To be honest, though, I actually don’t feel too surprised with this law being passed in France. The French government has made notable moves towards authoritarianism before, despite their president Francois Hollande’s claims that their country values freedom (specifically freedom of speech). In 2011, France banned Muslims from performing street prayers in the absence of adequate mosques, apparently to appease the French far-right’s concerns that the street prayers are a sign of “invasion”. In 2010, the French government passed a law banning the wearing of the burqa, the traditional veil often worn by women in Islamic culture. Four years later, the ban was inexplicably upheld in the European court of human rights. The law was passed on the pretense of preserving the freedom of women, presumably under the delusion that women only wore the burqa under coercion, but anyone who knows anything about freedom and liberty can inform you that it is totally possible to wear a burqa by choice and that banning the burqa does nothing to protect the civil liberties of women. Just last year, in the wake of the attack on Charlie Hebdo by Islamic terrorists, the French authorities arrested the comedian Dieudonne M’bala M’bala over apparent anti-Semitic remarks and for supposedly inciting racial hatred and sympathizing with one of the attackers, and he was also given a jail sentence in Belgium on similar charges. He’s been sentenced seven years imprisonment for the specific charge of his social media comments that supposedly sympathize with terrorism. The French authorities also opened up several other cases of people “condoning terrorism” or mocking murdered policemen, and similar instances of what some might describe as “hate speech”. And later last year, in the wake of the Paris attacks in November, France decided to extend a state of emergency and pass a bill whose provisions are very much characteristic of a country panicking about terrorism. Around the same time, the French government closed 3 mosques that were supposedly linked with radicalization, and suggested that about 100 more mosques would follow under the pretense of preventing radical ideology and hate speech. Oh, and the government has also raised plans to police online “hatred” – twice – which at this point you know is not going anywhere good..

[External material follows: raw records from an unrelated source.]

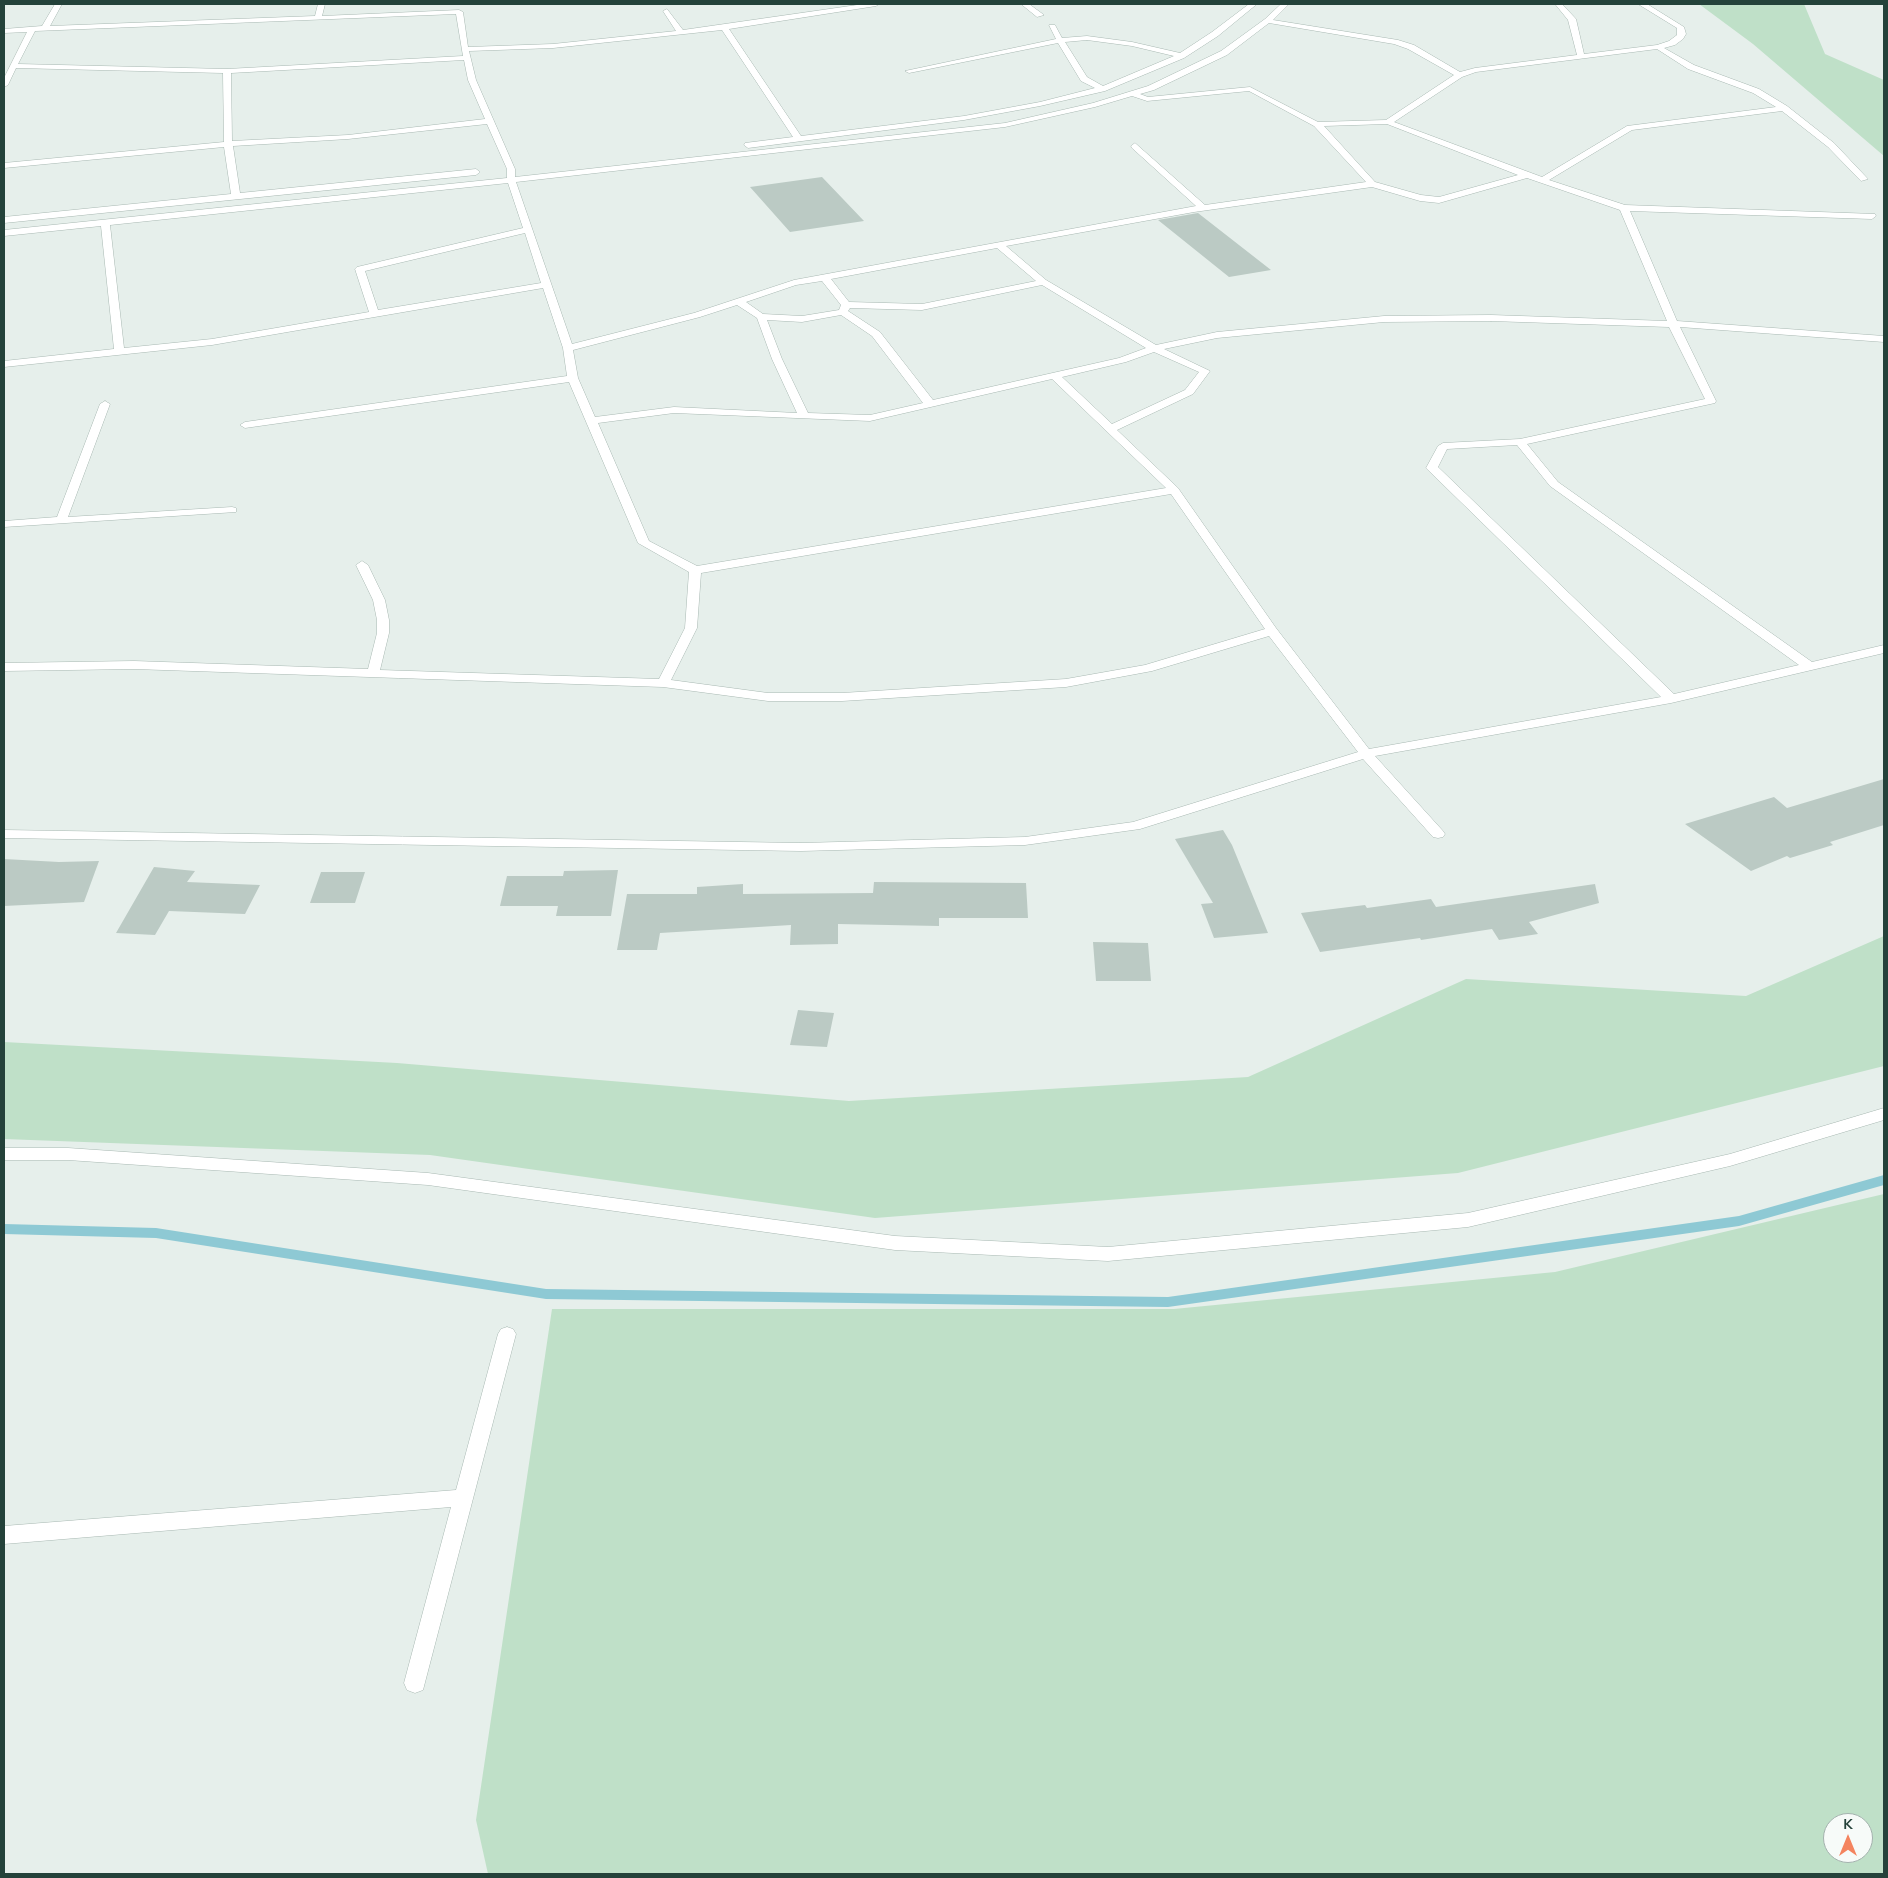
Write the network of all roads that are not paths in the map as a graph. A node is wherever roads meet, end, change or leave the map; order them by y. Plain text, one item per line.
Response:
1 (58, 4) edge
2 (321, 4) edge
3 (876, 4) edge
4 (1025, 4) edge
5 (1253, 4) edge
6 (1285, 4) edge
7 (1558, 4) edge
8 (1642, 4) edge
9 (667, 11) dead end
10 (1040, 15) dead end
11 (318, 18) junction
12 (1268, 21) junction
13 (1052, 27) dead end
14 (45, 28) junction
15 (724, 28) junction
16 (32, 29) junction
17 (4, 31) edge
18 (681, 33) junction
19 (1062, 40) junction
20 (1658, 47) junction
21 (465, 49) junction
22 (1181, 56) junction
23 (1581, 56) junction
24 (467, 58) junction
25 (14, 66) junction
26 (227, 71) junction
27 (908, 71) dead end
28 (1459, 76) junction
29 (4, 85) edge
30 (1102, 89) junction
31 (1133, 94) junction
32 (1784, 108) junction
33 (490, 121) junction
34 (1388, 122) junction
35 (1317, 124) junction
36 (800, 139) junction
37 (228, 144) junction
38 (742, 146) dead end
39 (1135, 146) dead end
40 (732, 147) dead end
41 (627, 158) dead end
42 (4, 166) edge
43 (521, 168) dead end
44 (502, 170) dead end
45 (482, 172) dead end
46 (511, 174) junction
47 (1527, 175) junction
48 (1864, 179) dead end
49 (1543, 180) junction
50 (1372, 184) junction
51 (236, 196) junction
52 (1202, 207) junction
53 (1624, 208) junction
54 (1872, 216) dead end
55 (4, 220) edge
56 (105, 222) junction
57 (528, 230) junction
58 (4, 233) edge
59 (998, 244) junction
60 (824, 277) junction
61 (1043, 282) junction
62 (546, 285) junction
63 (738, 301) junction
64 (844, 309) junction
65 (374, 314) junction
66 (761, 317) junction
67 (1673, 324) junction
68 (1884, 339) edge
69 (568, 348) junction
70 (1154, 348) junction
71 (120, 351) junction
72 (4, 364) edge
73 (1055, 376) junction
74 (573, 378) junction
75 (105, 404) dead end
76 (930, 404) junction
77 (804, 417) junction
78 (592, 421) junction
79 (245, 425) dead end
80 (1110, 428) junction
81 (1520, 442) junction
82 (1174, 490) junction
83 (232, 510) dead end
84 (61, 521) junction
85 (4, 524) edge
86 (362, 565) dead end
87 (695, 570) junction
88 (1272, 631) junction
89 (1884, 650) edge
90 (4, 666) edge
91 (1810, 667) junction
92 (373, 673) junction
93 (663, 683) junction
94 (1671, 699) junction
95 (1366, 754) junction
96 (4, 834) edge
97 (1438, 834) dead end
98 (1884, 1114) edge
99 (4, 1154) edge
100 (507, 1334) dead end
101 (464, 1498) junction
102 (4, 1535) edge
103 (415, 1683) dead end

1 - 14 street
2 - 11 street
3 - 15 street
4 - 10 street
5 - 22 street
6 - 12 street
7 - 23 street
8 - 20 street
9 - 18 street
11 - 14 street
11 - 21 street
12 - 28 street
12 - 31 street
13 - 19 street
14 - 16 street
15 - 18 street
15 - 36 street
16 - 17 street
16 - 25 street
18 - 21 street
19 - 22 street
19 - 27 street
19 - 30 street
20 - 23 street
20 - 32 street
21 - 24 street
22 - 30 street
23 - 28 street
24 - 26 street
24 - 33 street
25 - 26 street
25 - 29 street
26 - 37 street
28 - 34 street
30 - 36 street
31 - 35 street
31 - 46 street
32 - 48 street
32 - 49 street
33 - 37 street
33 - 46 street
34 - 35 street
34 - 47 street
35 - 50 street
36 - 38 street
37 - 42 street
37 - 51 street
39 - 52 street
40 - 41 street
43 - 46 street
44 - 46 street
45 - 51 street
46 - 56 street
46 - 57 street
47 - 49 street
47 - 50 street
49 - 53 street
50 - 52 street
51 - 55 street
52 - 59 street
53 - 54 street
53 - 67 street
56 - 58 street
56 - 71 street
57 - 62 street
57 - 65 street
59 - 60 street
59 - 61 street
60 - 63 street
60 - 64 street
61 - 64 street
61 - 70 street
62 - 65 street
62 - 69 street
63 - 66 street
63 - 69 street
64 - 66 street
64 - 76 street
65 - 71 street
66 - 77 street
67 - 68 street
67 - 70 street
67 - 81 street
69 - 74 street
70 - 73 street
70 - 80 street
71 - 72 street
73 - 76 street
73 - 80 street
74 - 78 street
74 - 79 street
75 - 84 street
76 - 77 street
77 - 78 street
78 - 87 street
80 - 82 street
81 - 91 street
81 - 94 street
82 - 87 street
82 - 88 street
83 - 84 street
84 - 85 street
86 - 92 street
87 - 93 street
88 - 93 street
88 - 95 street
89 - 91 street
90 - 92 street
91 - 94 street
92 - 93 street
94 - 95 street
95 - 96 street
95 - 97 street
98 - 99 street
100 - 101 street
101 - 102 street
101 - 103 street

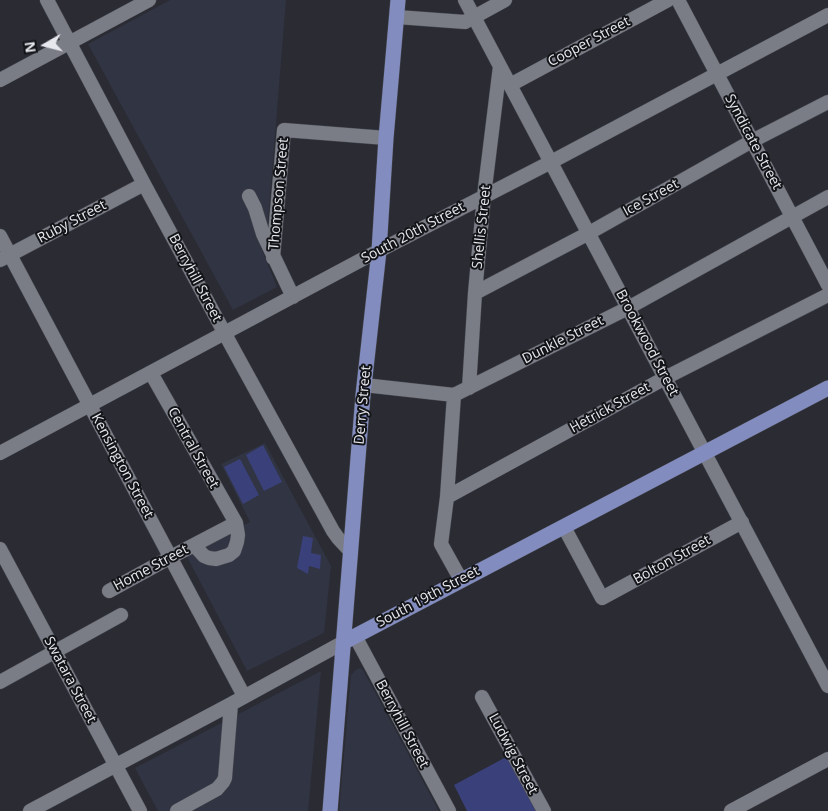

It should also be noted that, again, despite Hollande’s claims that France is committed to freedom of speech, France is not completely liberal. So-called hate speech is illegal in the country, and specifically speech that characterizes a group as a mortal danger is illegal. Which of course, is stupid. You’re not coercing individuals, truth be known you aren’t violating any of their rights. Only the mythical right to not be offended or insulted. France also has laws prohibiting Holocaust denial, as well as libel laws and online surveillance curtailing freedom of speech online, and it actually endorses the concept of a “public speech offense” with regards to the arts. And as you surely know, when you legally divide speech into acceptable and unacceptable speech, you do not have freedom of speech. And no, there’s no such thing as “partial” freedom of speech either. Because of this, it’s clear that France is not the liberal example of democracy the media sometimes has you believe it is (at least during coverage of the attacks in France), but in fact an illiberal democracy, or rather an authoritarian state – after all, any country that decides what you can and can’t say is in fact authoritarian because it does not recognize freedom of speech.

So in my opinion, France is slowly but surely embracing full-on authoritarianism. The only peculiarity seems to be that it frequently seems to center around women, Muslims, and Jews, and a noticeable paranoia concerning terrorism.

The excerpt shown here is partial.